The atmosphere of the new 2026 school year opening is superficially painted with images of new school uniforms and complete learning supplies, but behind this lies an education cash flow forecasted to reach as high as 66.376 billion baht.

In reality, this conceals a painful truth for Thai middle-class families: sending children to school today no longer just means providing education, but stepping into a new cycle of debt that parents and guardians cannot easily escape.

When “inflation” drives expenses but incomes remain unchanged.

A spending behavior survey of parents by the Center for Economic and Business Forecasting at the University of the Thai Chamber of Commerce found that spending value grew sharply by 6%, the highest level in 17 years since the survey began, with average household expenses reaching 29,930 baht.


This increase does not reflect improved purchasing power among parents but results from unusually severe “education inflation.”

More than 48.3% of parents admit that higher payments are due to soaring prices of goods and fuel following market supply and demand laws. When all households simultaneously buy school supplies during the opening season, prices inevitably rise.

This clearly reflects the reality this year: “We are paying more to get the same items for our children,” especially textbooks and shoes, which nearly 85% of households say are unavoidable expenses requiring full replacement.

From a “safe zone” to a large fixed cost burden borne by the middle class.

Historically, public schools were a financial safe haven for middle-class families seeking affordable quality education. However, 2026 data shows this gap is alarmingly narrowing, with public (special program) schools averaging expenses as high as 33,874 baht, surpassing regular private schools.

Another contradiction is that parents bear the burden of "education fees and donations" at prestigious public schools where total tuition and expenses can approach nearly 100,000 baht.
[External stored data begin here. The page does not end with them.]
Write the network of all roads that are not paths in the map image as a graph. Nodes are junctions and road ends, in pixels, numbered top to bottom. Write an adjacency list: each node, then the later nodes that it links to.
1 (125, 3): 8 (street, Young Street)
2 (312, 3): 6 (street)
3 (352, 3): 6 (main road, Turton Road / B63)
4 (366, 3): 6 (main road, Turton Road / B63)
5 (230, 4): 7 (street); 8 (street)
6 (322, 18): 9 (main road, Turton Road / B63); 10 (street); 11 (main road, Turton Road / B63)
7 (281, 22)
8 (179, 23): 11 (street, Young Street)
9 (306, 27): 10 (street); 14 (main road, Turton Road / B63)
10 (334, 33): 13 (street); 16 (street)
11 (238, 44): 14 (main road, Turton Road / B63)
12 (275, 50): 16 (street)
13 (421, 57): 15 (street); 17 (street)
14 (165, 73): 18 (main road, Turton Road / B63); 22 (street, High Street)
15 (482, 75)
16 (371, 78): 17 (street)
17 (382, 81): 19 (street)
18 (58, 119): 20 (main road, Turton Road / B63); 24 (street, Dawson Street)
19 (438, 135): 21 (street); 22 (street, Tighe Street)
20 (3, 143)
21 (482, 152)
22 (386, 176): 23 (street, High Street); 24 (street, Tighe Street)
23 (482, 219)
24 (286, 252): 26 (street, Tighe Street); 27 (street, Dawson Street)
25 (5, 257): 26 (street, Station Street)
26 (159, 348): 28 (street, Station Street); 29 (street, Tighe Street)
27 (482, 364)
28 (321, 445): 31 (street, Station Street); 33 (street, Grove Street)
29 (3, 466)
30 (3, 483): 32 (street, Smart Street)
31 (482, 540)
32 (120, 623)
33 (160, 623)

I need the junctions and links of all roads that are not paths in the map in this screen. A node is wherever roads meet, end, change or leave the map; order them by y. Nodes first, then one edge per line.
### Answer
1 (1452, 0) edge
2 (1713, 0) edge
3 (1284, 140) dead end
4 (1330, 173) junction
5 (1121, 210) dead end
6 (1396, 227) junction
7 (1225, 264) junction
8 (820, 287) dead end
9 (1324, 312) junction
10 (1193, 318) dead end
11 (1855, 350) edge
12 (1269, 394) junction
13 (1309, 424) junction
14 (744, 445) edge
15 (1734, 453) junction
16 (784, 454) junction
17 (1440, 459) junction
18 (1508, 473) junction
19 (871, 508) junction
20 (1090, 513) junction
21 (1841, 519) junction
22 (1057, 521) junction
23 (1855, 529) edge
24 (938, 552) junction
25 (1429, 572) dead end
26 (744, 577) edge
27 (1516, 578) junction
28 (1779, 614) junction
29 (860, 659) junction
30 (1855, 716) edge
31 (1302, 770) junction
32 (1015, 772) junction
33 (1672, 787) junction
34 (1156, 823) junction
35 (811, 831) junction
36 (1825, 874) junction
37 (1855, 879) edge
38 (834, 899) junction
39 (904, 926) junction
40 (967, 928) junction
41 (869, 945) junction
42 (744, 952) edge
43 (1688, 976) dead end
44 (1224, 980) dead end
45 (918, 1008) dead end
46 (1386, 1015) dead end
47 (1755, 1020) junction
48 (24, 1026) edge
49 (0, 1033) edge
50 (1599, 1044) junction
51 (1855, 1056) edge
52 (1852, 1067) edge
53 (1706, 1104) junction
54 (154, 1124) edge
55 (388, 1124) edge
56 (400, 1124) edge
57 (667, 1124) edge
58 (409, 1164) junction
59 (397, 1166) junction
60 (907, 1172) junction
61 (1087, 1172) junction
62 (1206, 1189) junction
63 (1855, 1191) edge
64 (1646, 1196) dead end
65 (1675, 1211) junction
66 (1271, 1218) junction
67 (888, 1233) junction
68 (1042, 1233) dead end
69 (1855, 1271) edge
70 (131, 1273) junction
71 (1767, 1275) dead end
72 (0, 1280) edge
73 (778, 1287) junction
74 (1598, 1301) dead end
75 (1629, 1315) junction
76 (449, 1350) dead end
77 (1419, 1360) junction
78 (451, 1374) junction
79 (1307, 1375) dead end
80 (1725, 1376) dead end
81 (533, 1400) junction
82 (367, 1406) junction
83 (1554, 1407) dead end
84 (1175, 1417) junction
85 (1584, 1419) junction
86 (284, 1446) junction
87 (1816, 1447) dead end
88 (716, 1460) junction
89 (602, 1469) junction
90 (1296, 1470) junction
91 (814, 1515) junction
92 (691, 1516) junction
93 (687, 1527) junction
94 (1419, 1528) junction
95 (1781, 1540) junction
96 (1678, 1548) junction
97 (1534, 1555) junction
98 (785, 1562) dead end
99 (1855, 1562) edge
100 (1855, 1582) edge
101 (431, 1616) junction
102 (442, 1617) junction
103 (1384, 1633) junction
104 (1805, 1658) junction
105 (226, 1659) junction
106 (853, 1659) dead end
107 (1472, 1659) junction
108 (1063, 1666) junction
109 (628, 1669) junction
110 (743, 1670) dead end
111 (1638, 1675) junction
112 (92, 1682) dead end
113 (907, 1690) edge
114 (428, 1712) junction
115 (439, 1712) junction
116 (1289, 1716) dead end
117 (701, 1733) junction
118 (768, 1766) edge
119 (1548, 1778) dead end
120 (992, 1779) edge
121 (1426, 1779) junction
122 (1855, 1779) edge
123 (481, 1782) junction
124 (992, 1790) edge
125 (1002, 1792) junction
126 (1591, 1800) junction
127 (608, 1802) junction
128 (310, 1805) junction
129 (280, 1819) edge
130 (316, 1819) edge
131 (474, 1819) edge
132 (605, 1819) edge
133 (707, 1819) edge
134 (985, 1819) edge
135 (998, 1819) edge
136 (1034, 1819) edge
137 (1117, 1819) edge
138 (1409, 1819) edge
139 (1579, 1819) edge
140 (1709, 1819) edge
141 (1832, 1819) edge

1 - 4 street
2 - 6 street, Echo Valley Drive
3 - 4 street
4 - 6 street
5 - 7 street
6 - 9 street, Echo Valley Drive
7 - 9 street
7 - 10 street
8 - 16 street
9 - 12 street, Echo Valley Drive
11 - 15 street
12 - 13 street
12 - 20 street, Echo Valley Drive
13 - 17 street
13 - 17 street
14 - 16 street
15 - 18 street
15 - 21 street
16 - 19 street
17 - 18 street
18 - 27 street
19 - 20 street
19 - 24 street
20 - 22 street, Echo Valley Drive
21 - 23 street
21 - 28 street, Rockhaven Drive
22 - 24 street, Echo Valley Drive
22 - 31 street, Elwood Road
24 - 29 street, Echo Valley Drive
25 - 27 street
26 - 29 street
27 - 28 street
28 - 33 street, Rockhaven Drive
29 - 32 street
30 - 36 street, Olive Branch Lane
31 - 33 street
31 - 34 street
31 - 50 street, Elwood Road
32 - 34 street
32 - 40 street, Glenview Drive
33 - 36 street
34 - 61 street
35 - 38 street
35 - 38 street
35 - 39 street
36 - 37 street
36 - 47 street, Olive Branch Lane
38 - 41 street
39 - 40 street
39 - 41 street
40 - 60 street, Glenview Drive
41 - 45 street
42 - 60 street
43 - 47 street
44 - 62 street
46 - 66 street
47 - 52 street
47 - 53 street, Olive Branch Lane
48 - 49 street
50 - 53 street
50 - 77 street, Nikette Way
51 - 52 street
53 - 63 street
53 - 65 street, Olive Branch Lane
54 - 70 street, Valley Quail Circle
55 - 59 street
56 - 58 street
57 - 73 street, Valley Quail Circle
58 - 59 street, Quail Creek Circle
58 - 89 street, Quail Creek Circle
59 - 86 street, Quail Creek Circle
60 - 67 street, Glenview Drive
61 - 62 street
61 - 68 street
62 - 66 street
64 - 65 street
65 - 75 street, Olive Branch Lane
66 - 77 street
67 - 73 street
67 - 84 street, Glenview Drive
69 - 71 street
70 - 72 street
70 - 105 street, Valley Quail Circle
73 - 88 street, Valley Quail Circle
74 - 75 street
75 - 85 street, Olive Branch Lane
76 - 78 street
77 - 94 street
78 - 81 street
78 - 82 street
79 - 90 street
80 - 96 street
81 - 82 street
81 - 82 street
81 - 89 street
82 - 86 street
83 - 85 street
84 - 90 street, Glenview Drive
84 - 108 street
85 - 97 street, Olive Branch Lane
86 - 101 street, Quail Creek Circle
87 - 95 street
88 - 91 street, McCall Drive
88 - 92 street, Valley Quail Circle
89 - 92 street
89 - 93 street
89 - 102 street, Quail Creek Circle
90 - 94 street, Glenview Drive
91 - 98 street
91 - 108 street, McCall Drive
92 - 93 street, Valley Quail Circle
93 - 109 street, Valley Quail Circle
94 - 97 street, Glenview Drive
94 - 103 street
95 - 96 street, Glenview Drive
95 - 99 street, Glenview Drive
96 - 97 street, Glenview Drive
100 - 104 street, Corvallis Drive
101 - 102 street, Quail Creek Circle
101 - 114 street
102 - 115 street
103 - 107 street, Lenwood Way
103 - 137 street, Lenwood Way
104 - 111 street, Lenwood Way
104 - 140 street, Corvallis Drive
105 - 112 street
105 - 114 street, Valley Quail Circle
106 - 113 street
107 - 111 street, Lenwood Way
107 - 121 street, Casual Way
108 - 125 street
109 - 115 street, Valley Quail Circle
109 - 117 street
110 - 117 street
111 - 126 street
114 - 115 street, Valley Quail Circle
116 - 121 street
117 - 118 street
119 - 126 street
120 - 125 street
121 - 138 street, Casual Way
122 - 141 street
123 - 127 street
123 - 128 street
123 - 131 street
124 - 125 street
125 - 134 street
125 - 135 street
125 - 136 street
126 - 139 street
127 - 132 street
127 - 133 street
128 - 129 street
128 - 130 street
Education has thus become a fixed cost that parents feel cannot be reduced, creating a concerning situation where “some households have no savings but must find tuition money” to maintain their children’s learning quality and social standing.


The economics of sacrifice: when “love” outweighs “reason.”

Bnomics by Bangkok Bank analyzes that the school opening day is the true test of daily life economics, as parents face clear opportunity costs—money spent on tuition comes at the expense of significantly reduced personal happiness.

  • 36.4% choose to forego travel.
  • 26.9% reduce personal spending.
  • 20.9% even "cut back on household food expenses."

Additionally, many families tap into future resources today (intertemporal choice) by borrowing or pawning assets (21.7%) to send children to desired schools despite insufficient current income.

This reflects the human capital investment principle, where parents believe education enhances their children’s future earning potential, despite its high risk and uncertain returns.

Paying more amid declining confidence: a major challenge for the government.

More shocking than the expense figures is parents’ contradictory feelings: 59% believe the current Thai education system does not meet labor market needs, and 61% worry their children will be unemployed after graduation. Modern parents thus reluctantly accept rising debt and costs just to buy "guarantees" in a system they are beginning to distrust.

The strongest demand in 2026 is for the government to introduce additional education tax deductions (71.4%) and direct subsidy support, because when tuition receipts turn into "invoices," the country’s key challenge is not just getting children into school but preventing education ambitions from destroying Thai families’ financial stability permanently.